Fig. 3. Overall GradientDescentANN architecture

II. C. Architecture of FeedForwardANN approach

Our second neural variant, titled FeedForwardANN uses a feed-forward ANN to transform input document representations into the category feature space, where document vector representations from the same category are highly correlated and similar to their category vectors. The transformed document vectors are then compared with the target category vectors using cosine similarity for model training and categorization, in order to associate the input documents with their most similar categories. The overall architecture of FeedForwardANN is shown in Figure 4.

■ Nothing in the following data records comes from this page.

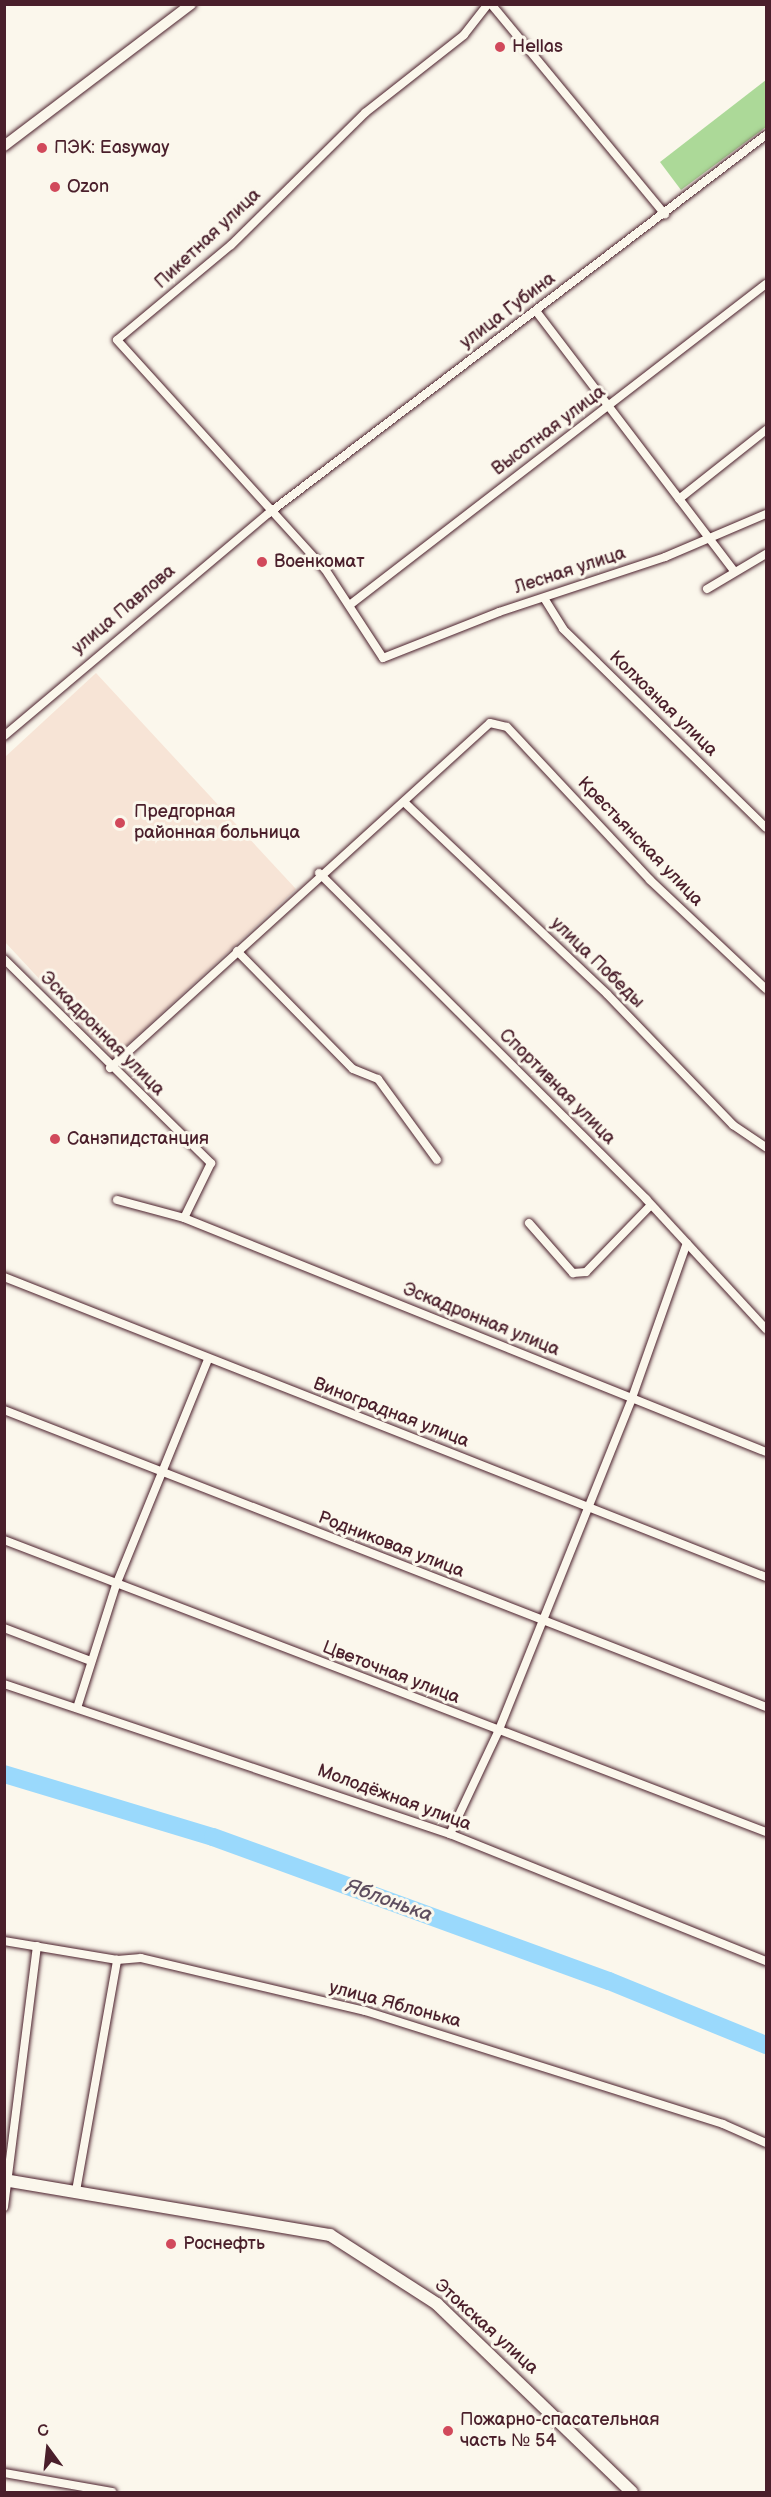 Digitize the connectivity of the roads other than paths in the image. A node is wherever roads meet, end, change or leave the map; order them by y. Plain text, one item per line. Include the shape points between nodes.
1 (190, 4) edge
2 (490, 4) edge
3 (766, 135) edge
4 (4, 146) edge
5 (665, 214) junction
6 (766, 284) edge
7 (536, 311) junction
8 (609, 407) junction
9 (766, 430) edge
10 (679, 499) junction
11 (269, 513) junction
12 (766, 514) edge
13 (707, 535) junction
14 (766, 554) edge
15 (734, 571) junction
16 (707, 589) dead end
17 (544, 598) junction
18 (351, 604) junction
19 (4, 736) edge
20 (404, 802) junction
21 (766, 828) edge
22 (319, 873) junction
23 (237, 951) junction
24 (4, 959) edge
25 (766, 989) edge
26 (110, 1068) junction
27 (766, 1147) edge
28 (437, 1160) dead end
29 (117, 1200) dead end
30 (651, 1205) junction
31 (184, 1218) junction
32 (530, 1223) dead end
33 (687, 1243) junction
34 (4, 1277) edge
35 (766, 1329) edge
36 (208, 1359) junction
37 (632, 1398) junction
38 (4, 1410) edge
39 (766, 1452) edge
40 (163, 1473) junction
41 (587, 1507) junction
42 (4, 1540) edge
43 (766, 1577) edge
44 (116, 1585) junction
45 (542, 1622) junction
46 (4, 1628) edge
47 (88, 1660) junction
48 (4, 1684) edge
49 (766, 1707) edge
50 (77, 1708) junction
51 (498, 1732) junction
52 (766, 1832) edge
53 (450, 1834) junction
54 (4, 1941) edge
55 (37, 1946) junction
56 (117, 1960) junction
57 (766, 1961) edge
58 (766, 2142) edge
59 (6, 2180) edge
60 (76, 2191) junction
61 (4, 2207) edge
62 (4, 2473) edge
63 (112, 2493) edge
64 (632, 2493) edge

1 - 4 street
2 - 5 street
2 - 11 street, Пикетная улица via 464,35 365,113 231,245 117,340
3 - 5 street, улица Губина
5 - 7 street, улица Губина
6 - 8 street, Высотная улица
7 - 8 street
7 - 11 street, улица Губина
8 - 10 street
8 - 18 street, Высотная улица
9 - 10 street
10 - 13 street
11 - 18 street via 325,569
11 - 19 street, улица Павлова
12 - 13 street, Лесная улица
13 - 15 street
13 - 17 street, Лесная улица via 665,557
14 - 15 street
15 - 16 street
17 - 18 street, Лесная улица via 383,658
17 - 21 street, Колхозная улица via 563,629
20 - 22 street
20 - 25 street, Крестьянская улица via 490,723 507,727 650,879
20 - 27 street, улица Победы via 607,994 733,1125
22 - 23 street
22 - 30 street, Спортивная улица
23 - 26 street
23 - 28 street via 353,1069 378,1079
24 - 26 street, Эскадронная улица
26 - 31 street, Эскадронная улица via 211,1163
29 - 31 street, Эскадронная улица
30 - 32 street via 586,1272 573,1273
30 - 33 street, Спортивная улица
31 - 37 street, Эскадронная улица
33 - 35 street, Спортивная улица
33 - 37 street
34 - 36 street, Виноградная улица
36 - 40 street
36 - 41 street, Виноградная улица
37 - 39 street, Эскадронная улица
37 - 41 street
38 - 40 street, Родниковая улица
40 - 44 street
40 - 45 street, Родниковая улица
41 - 43 street, Виноградная улица
41 - 45 street
42 - 44 street, Цветочная улица
44 - 47 street
44 - 51 street, Цветочная улица
45 - 49 street, Родниковая улица
45 - 51 street
46 - 47 street
47 - 50 street
48 - 50 street, Молодёжная улица
50 - 53 street, Молодёжная улица
51 - 52 street, Цветочная улица
51 - 53 street
53 - 57 street, Молодёжная улица
54 - 55 street, улица Яблонька
55 - 56 street, улица Яблонька
55 - 59 street
56 - 58 street, улица Яблонька via 141,1958 365,2011 723,2124
56 - 60 street
59 - 60 main road, Этокская улица
59 - 61 street
60 - 64 main road, Этокская улица via 330,2235 437,2304
62 - 63 street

Fig. 4. Overall FeedForwardANN architecture

III. Implementation and Tests

We have implemented our CFE framework and its three classification solutions to test and evaluate their performance, and compare them with recent alternatives in the literature. Written in Python, our implementation comprises CFE's main modules and components, in addition to a linguistic pre-processing component to perform tokenization, stop word removal, and stemming. The prototype source code and experimental results can be downloaded from the following links:

• CFE prototype
• Technical Report
• Experimental Results

References

1. Tang Z., et al., Several Alternative Term Weighting Methods for Text Representation and Classification. Knowledge Based Systems, 2020. 207:106399.
2. Domeniconi G., et al., A Comparison of Term Weighting Schemes for Text Classification and Sentiment Analysis with a Supervised Variant of TF-IDF. International Conference on Data Technologies and Applications (DATA'16) 2016. pp. 39-58.
3. Tang Z., Li W., and Li Y., An Improved Supervised Term Weighting Scheme for Text Representation and Classification. Expert Systems and Applications, 2022. 189: 115985.
4. Wang D. and Zhang H., Inverse-Category-Frequency based Supervised Term Weighting Schemes for Text Categorization. Journal of Information Science and Engineering, 2013. 29(2): 209-225.